Thbs4基因编辑BMSCs移植对糖尿病后肢缺血大鼠VEGF和Ang-1的影响及相关作用机制

Effect of Thbs4 gene editing BMSCs transplantation on VEGF and Ang-1 in diabetic hind limb ischemia rats and related mechanism

目的探讨血小板反应素4(Thbs4)基因编辑骨髓间充质干细胞(BMSCs)移植对糖尿病后肢缺血大鼠血管内皮生长因子(VEGF)和促血管生成素-1(Ang-1)的影响及相关作用机制.方法将30只Sprague-Dawley大鼠随机分为模型组、模型+BMSCs治疗组及模型+Thbs4-BMSCs治疗组,每组10只.各组大鼠在构建Ⅱ型糖尿病后肢缺血模型后,分别于缺血损伤区局部注射100μl的生理盐水、BMSCs悬液和Thbs4-BMSCs悬液(细胞数为2×10^6个).干细胞移植后第14天处死大鼠,取缺血区域附近的肌肉组织,分别采用蛋白质印迹法(Western Blot)检测VEGF及磷酸化Smad2/3(p-Smad2/3)蛋白的表达,免疫荧光染色检测Ang-1蛋白的表达,实时荧光定量PCR检测VEGF和Ang-1基因的mRNA表达,免疫组化染色检测血管性血友病因子(vWF)蛋白的表达.结果模型+Thbs4-BMSCs治疗组的VEGF、Ang-1及vWF蛋白表达均明显高于模型组和模型+BMSCs治疗组(VEGF蛋白:P<0.01,P<0.05);VEGF和Ang-1基因的mRNA表达较模型组和模型+BMSCs治疗组均明显上调,差异均具有统计学意义(VEGF mRNA:均P<0.01;Ang-1 mRNA:P<0.01,P<0.05);p-Smad2/3蛋白表达也明显高于模型组和模型+BMSCs治疗组(均P<0.01),且加入p-Smad2/3通路抑制剂后p-Smad2/3蛋白表达明显下降,差异具有统计学意义(P<0.05).结论 Thbs4-BMSCs移植治疗糖尿病后肢缺血大鼠可有效促进缺血损伤区域促血管生成因子VEGF和Ang-1的表达,其促血管生成作用可能与激活Smad2/3信号通路有关.

Objective To investigate the effects and the mechanism of thrombospondin 4 (Thbs4) gene-edited bone marrow mesenchymal stem cells (BMSCs) transplantation on vascular endothelial growth factor (VEGF) and angiopoietin-1 (Ang-1) in diabetic rats with hind limb ischemia.
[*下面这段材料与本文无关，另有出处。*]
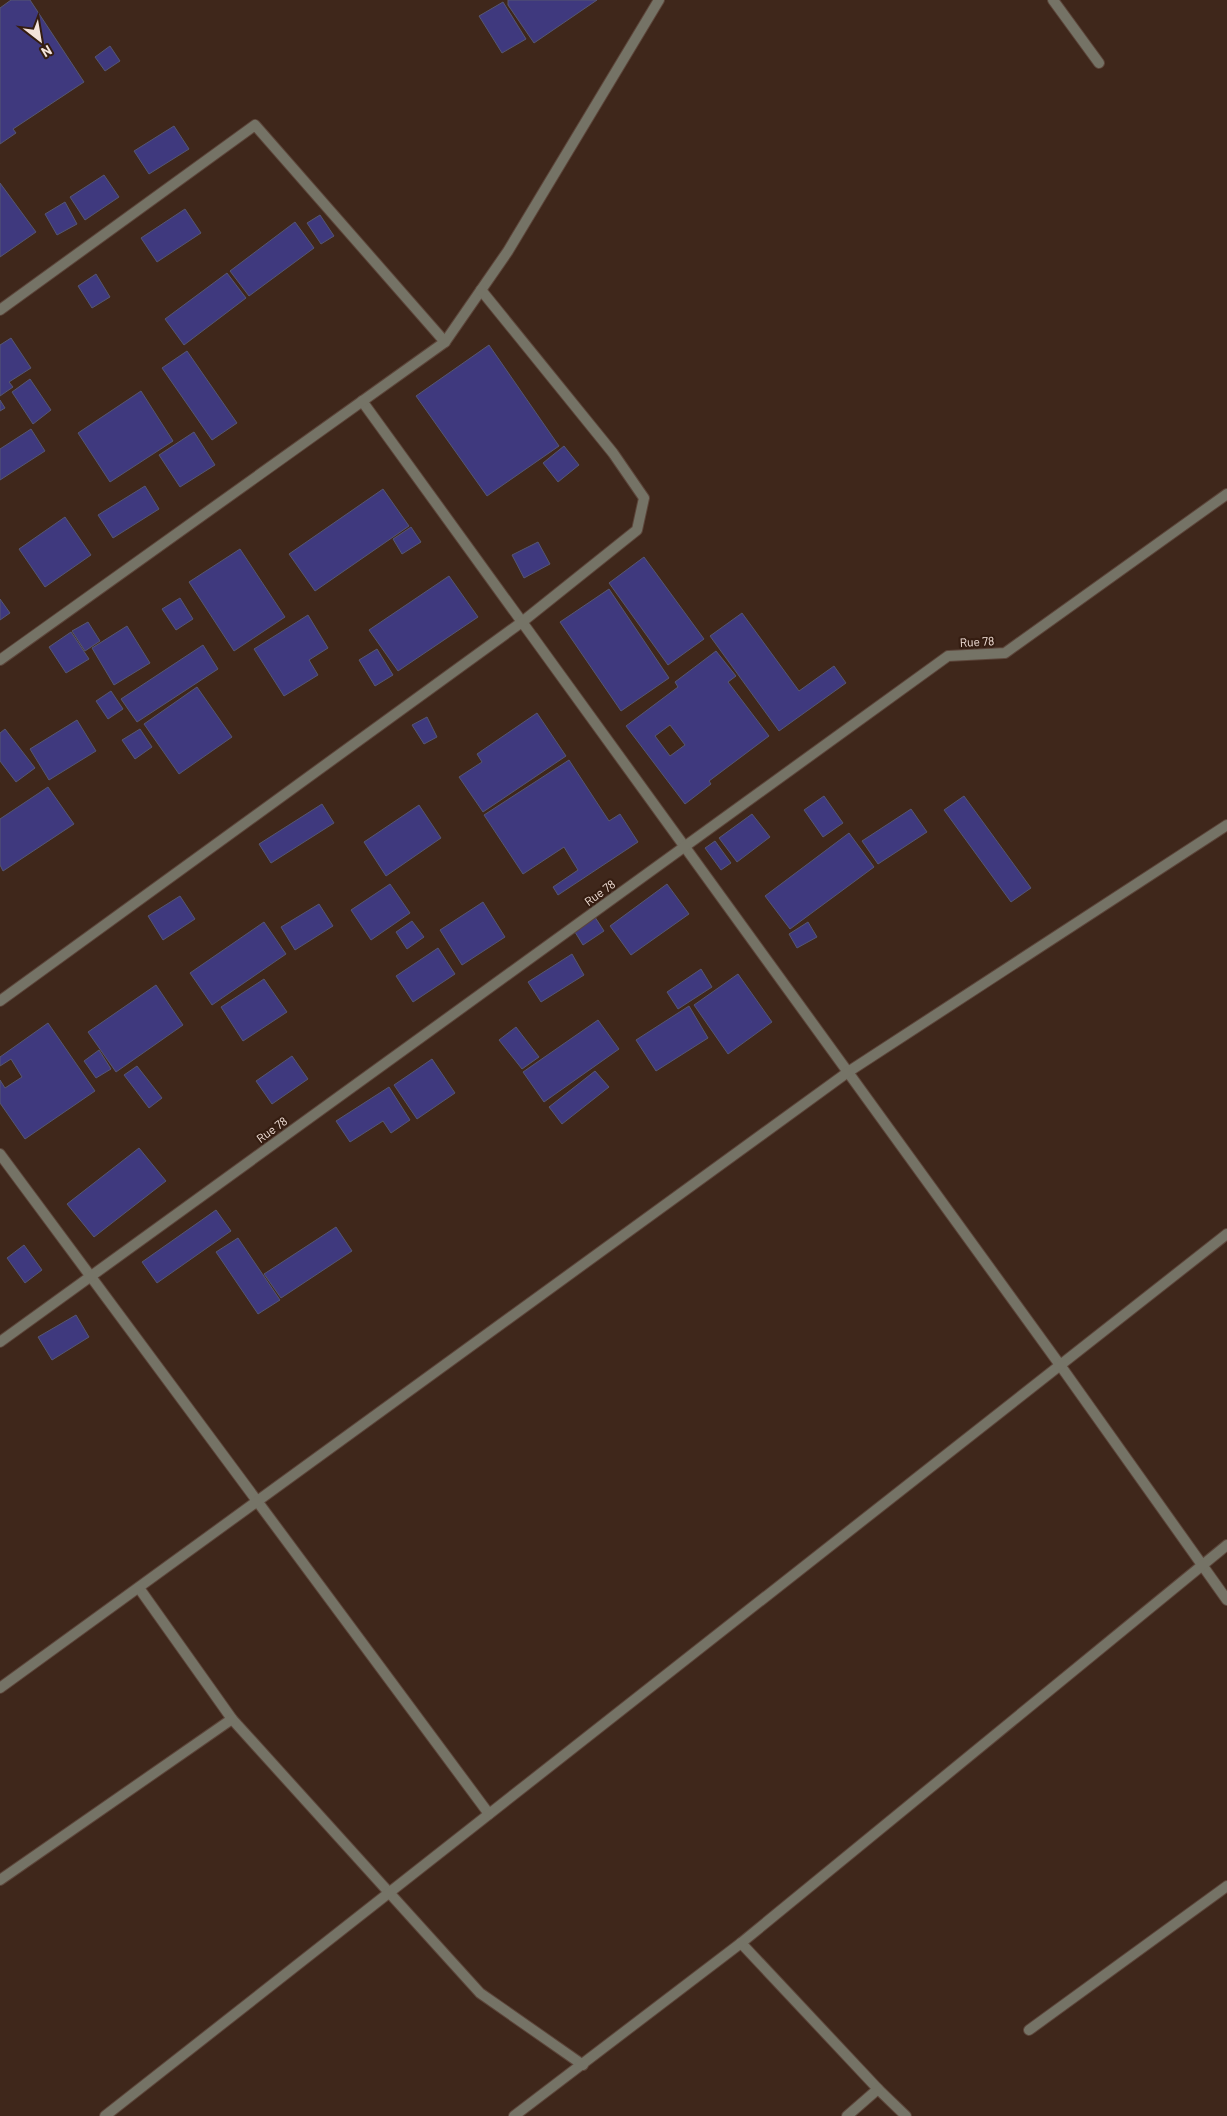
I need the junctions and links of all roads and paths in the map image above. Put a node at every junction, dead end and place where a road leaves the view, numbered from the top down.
1 (659, 0) edge
2 (1052, 0) edge
3 (1098, 63) dead end
4 (481, 290) junction
5 (0, 310) edge
6 (445, 342) junction
7 (362, 401) junction
8 (1227, 494) edge
9 (522, 622) junction
10 (0, 660) edge
11 (1227, 825) edge
12 (685, 847) junction
13 (0, 1001) edge
14 (848, 1072) junction
15 (0, 1154) edge
16 (1227, 1234) edge
17 (91, 1277) junction
18 (0, 1342) edge
19 (1060, 1365) junction
20 (258, 1501) junction
21 (1227, 1545) edge
22 (1201, 1565) junction
23 (138, 1588) junction
24 (1227, 1600) edge
25 (0, 1688) edge
26 (232, 1720) junction
27 (488, 1814) junction
28 (0, 1880) edge
29 (1227, 1886) edge
30 (389, 1892) junction
31 (741, 1943) junction
32 (1029, 2030) dead end
33 (583, 2065) junction
34 (878, 2089) junction
35 (105, 2116) edge
36 (514, 2116) edge
37 (847, 2116) edge
38 (906, 2116) edge

1 - 4 street
2 - 3 street
4 - 6 street
4 - 9 street
5 - 6 street
6 - 7 street
7 - 9 street
7 - 10 street
8 - 12 street, Rue 78
9 - 12 street
9 - 13 street
11 - 14 street
12 - 14 street
12 - 17 street, Rue 78
14 - 19 street
14 - 20 street
15 - 17 street
16 - 19 street
17 - 18 street, Rue 78
17 - 20 street
19 - 22 street
19 - 27 street
20 - 23 street
20 - 27 street
21 - 22 street
22 - 24 street
22 - 31 street
23 - 25 street
23 - 26 street
26 - 28 street
26 - 30 street
27 - 30 street
29 - 32 street
30 - 33 street
30 - 35 street
31 - 33 street
31 - 34 street
33 - 36 street
34 - 37 street
34 - 38 street

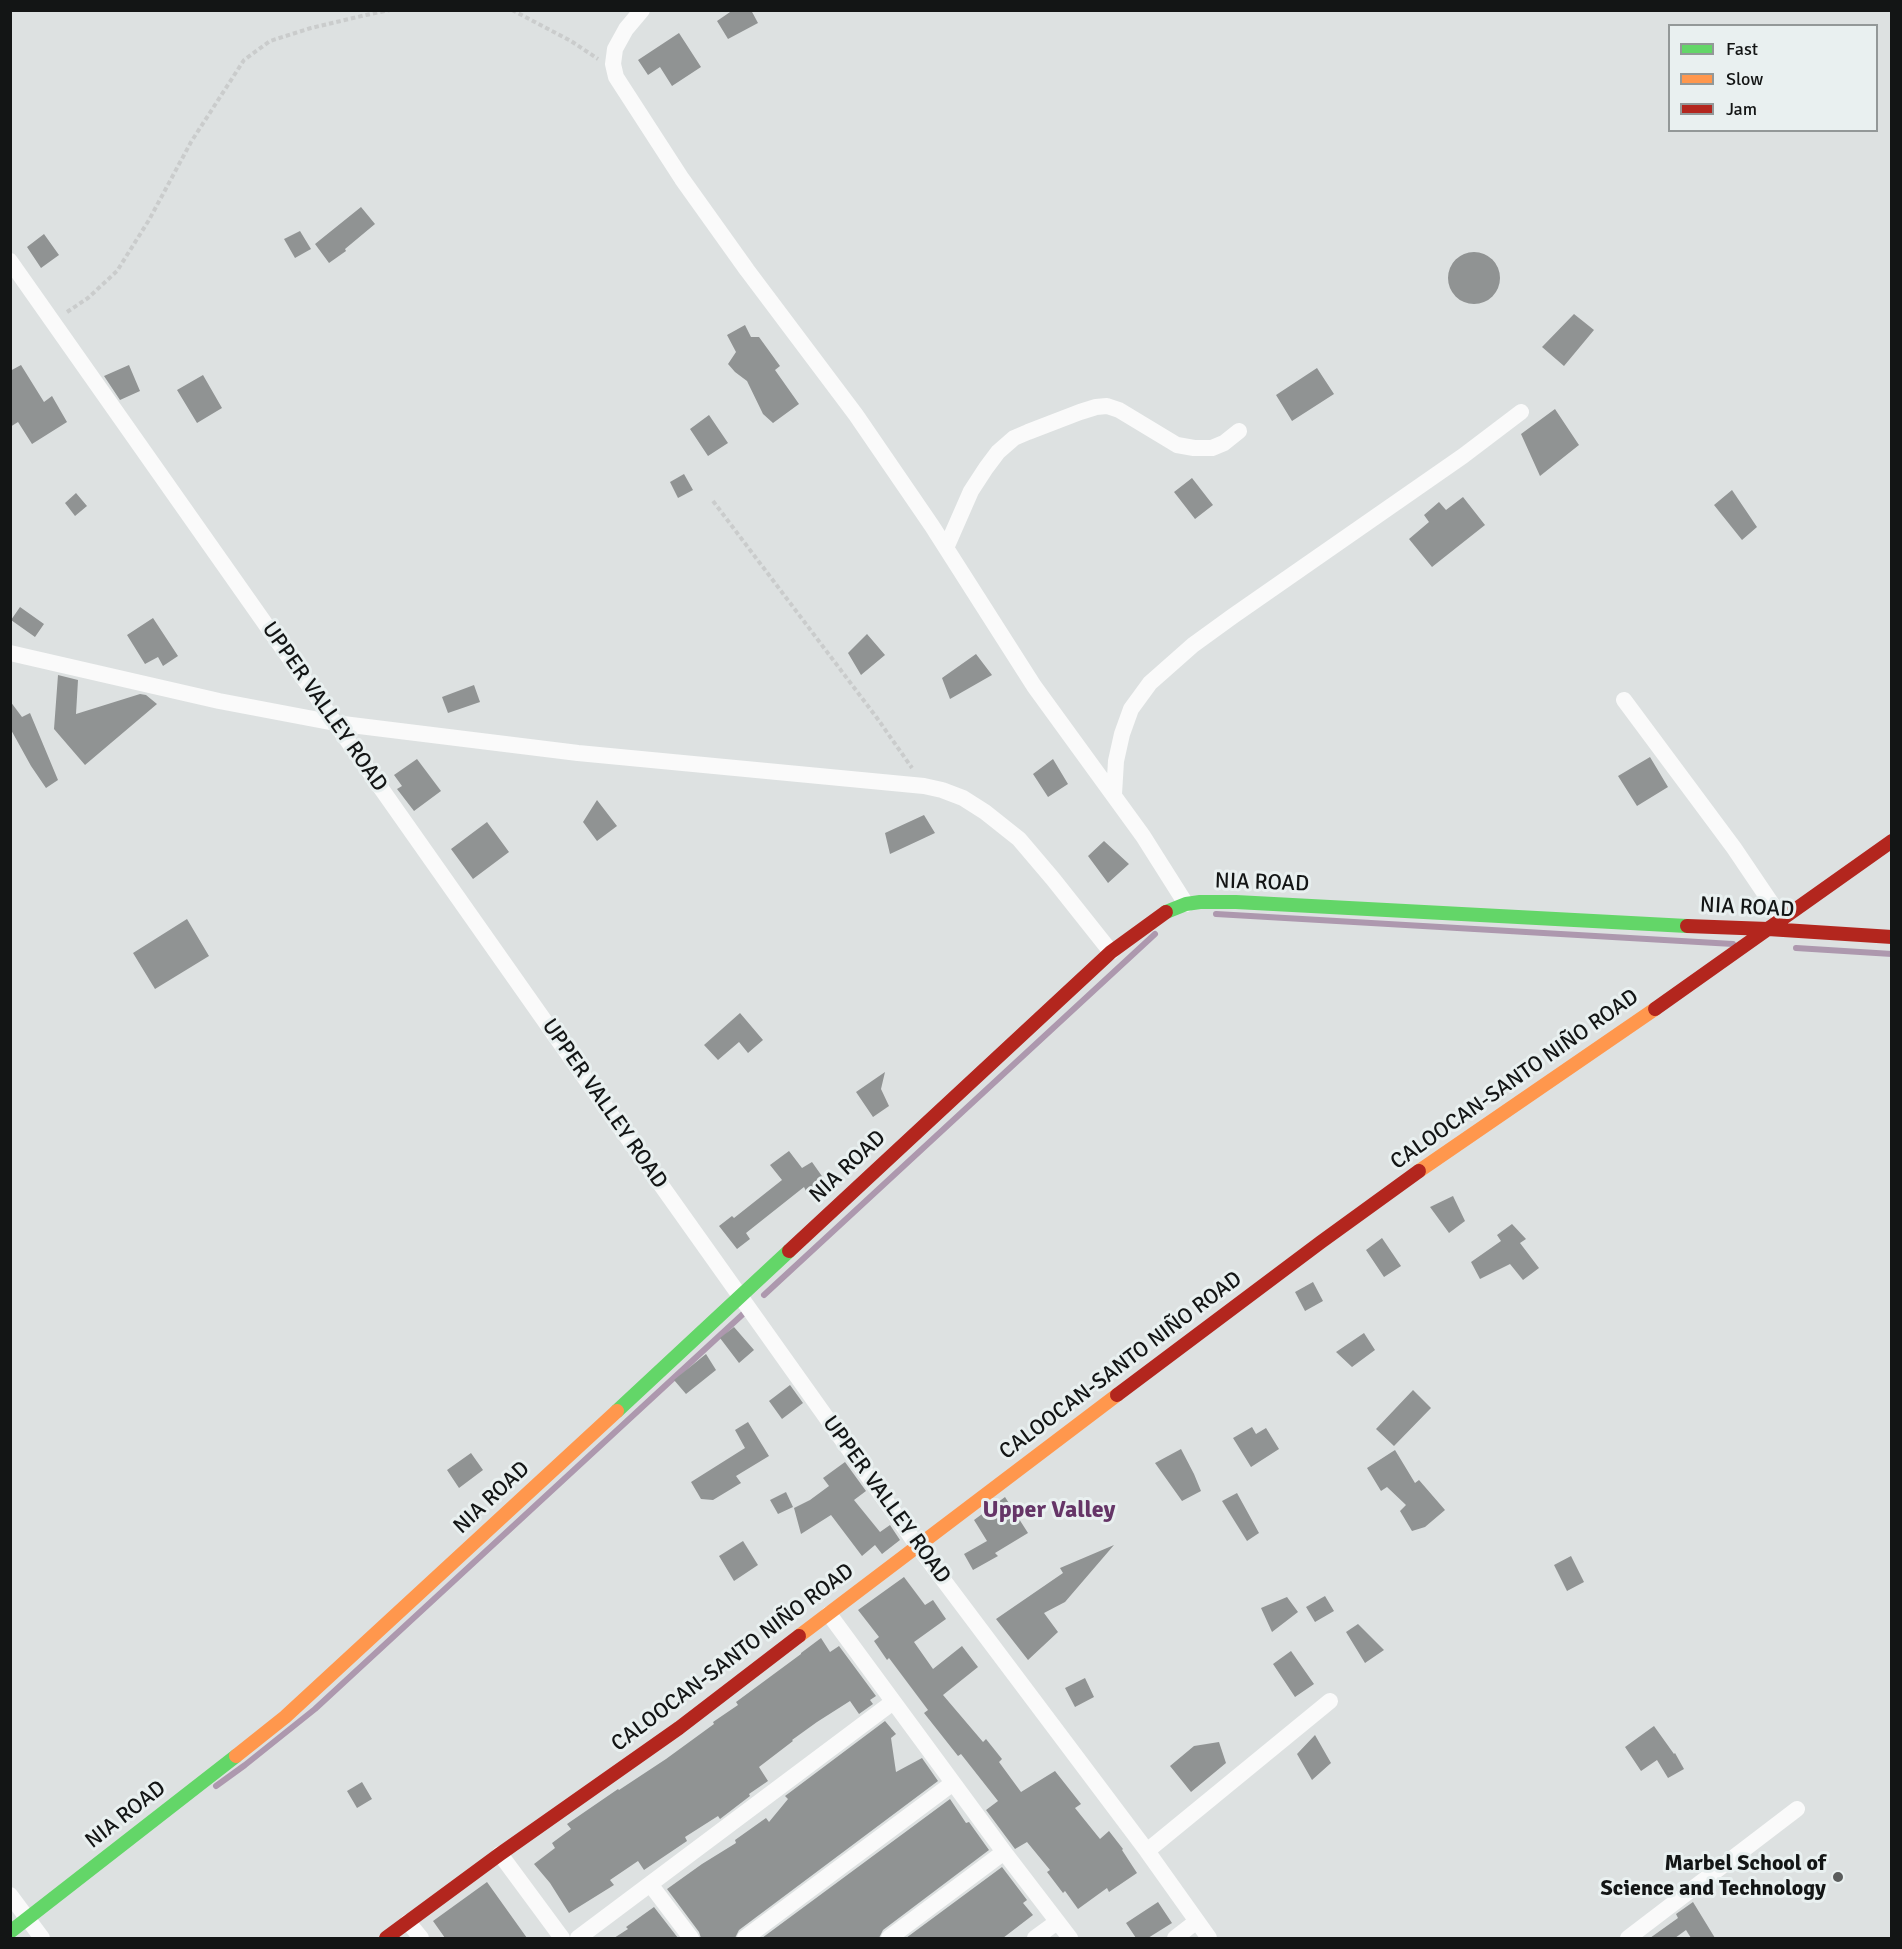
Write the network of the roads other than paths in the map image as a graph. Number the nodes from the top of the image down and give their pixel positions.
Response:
1 (642, 10) edge
2 (10, 261) edge
3 (1521, 412) dead end
4 (1239, 431) dead end
5 (946, 548) junction
6 (10, 653) edge
7 (1624, 700) dead end
8 (335, 723) junction
9 (1114, 794) junction
10 (1892, 841) edge
11 (1186, 904) junction
12 (1775, 924) junction
13 (1892, 937) edge
14 (1111, 952) junction
15 (741, 1296) junction
16 (917, 1545) junction
17 (829, 1614) junction
18 (1330, 1701) dead end
19 (893, 1702) junction
20 (953, 1783) junction
21 (1797, 1809) dead end
22 (1147, 1851) junction
23 (1004, 1852) junction
24 (500, 1854) junction
25 (650, 1884) junction
26 (10, 1895) edge
27 (28, 1919) junction
28 (408, 1922) junction
29 (1058, 1922) junction
30 (1197, 1922) junction
31 (10, 1932) edge
32 (42, 1938) edge
33 (386, 1938) edge
34 (421, 1938) edge
35 (561, 1938) edge
36 (578, 1938) edge
37 (691, 1938) edge
38 (745, 1938) edge
39 (889, 1938) edge
40 (1035, 1938) edge
41 (1070, 1938) edge
42 (1175, 1938) edge
43 (1209, 1938) edge
44 (1628, 1938) edge

1 - 5 street
2 - 8 street, UPPER VALLEY ROAD
3 - 9 street
4 - 5 street
5 - 9 street
6 - 8 street
7 - 12 street
8 - 14 street
8 - 15 street, UPPER VALLEY ROAD
9 - 11 street
10 - 12 street, CALOOCAN-SANTO NIÑO ROAD
11 - 12 street, NIA ROAD
11 - 14 street, NIA ROAD
12 - 13 street, NIA ROAD
12 - 16 street, CALOOCAN-SANTO NIÑO ROAD
14 - 15 street, NIA ROAD
15 - 16 street, UPPER VALLEY ROAD
15 - 27 street, NIA ROAD
16 - 17 street, CALOOCAN-SANTO NIÑO ROAD
16 - 22 street, UPPER VALLEY ROAD
17 - 19 street
17 - 24 street, CALOOCAN-SANTO NIÑO ROAD
18 - 22 street
19 - 20 street
19 - 25 street
20 - 23 street
20 - 38 street
21 - 44 street
22 - 30 street, UPPER VALLEY ROAD
23 - 29 street
23 - 39 street
24 - 28 street, CALOOCAN-SANTO NIÑO ROAD
24 - 35 street
25 - 36 street
25 - 37 street
26 - 27 street
27 - 31 street, NIA ROAD
27 - 32 street
28 - 33 street, CALOOCAN-SANTO NIÑO ROAD
28 - 34 street
29 - 40 street
29 - 41 street
30 - 42 street
30 - 43 street, UPPER VALLEY ROAD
Methods Thirty Sprague-Dawley rats were randomly divided into the model group, BMSCs treatment group and Thbs4-BMSCs treatment group on average. After constructing the typeⅡdiabetic rat model with hind limb ischemia, 100μl normal saline, BMSCs suspension and Thbs4-BMSCs suspension (cell number: 2×10^6) were locally injected into the ischemic injury area of rats for the model group, BMSCs group and Thbs4-BMSCs group, respectively. The rats were sacrificed on the 14th day after stem cell transplantation, and the muscle tissues near the ischemic area were collected. The relative expression of VEGF and p-Smad2/3 protein was detected by Western Blot. The Ang-1 protein expression was detected by immunofluorescence staining. The levels of related genes were detected by qRT-PCR, and the von Willebrand Factor (vWF) protein expression was detected by immunohistochemistry staining. Results The relative expression levels of VEGF, Ang-1 and vWF protein in the Thbs4-BMSCs group were significantly higher than those in the model group and BMSCs group (VEGF protein:P<0.01 and P<0.05). The mRNA expression of VEGF and Ang-1 were significantly up-regulated, the differences were statistically significant(VEGF mRNA:all P<0.01;Ang-1:P<0.01 and P<0.05). The expression of p-Smad2/3 protein in the Thbs4-BMSCs group was significantly higher than that in the model group and the BMSCs treatment group (all P<0.01). The expression of p-Smad2/3 protein was significantly decreased after the addition of p-Smad2/3 pathway inhibitor, the differences were statistically significant (P<0.05). Conclusions Thbs4-BMSCs transplantation can effectively promote angiogenesis in diabetic rats with hind limb ischemia, and the effect of angiogenesis may be related to the activation of Smad2/3 signaling pathway.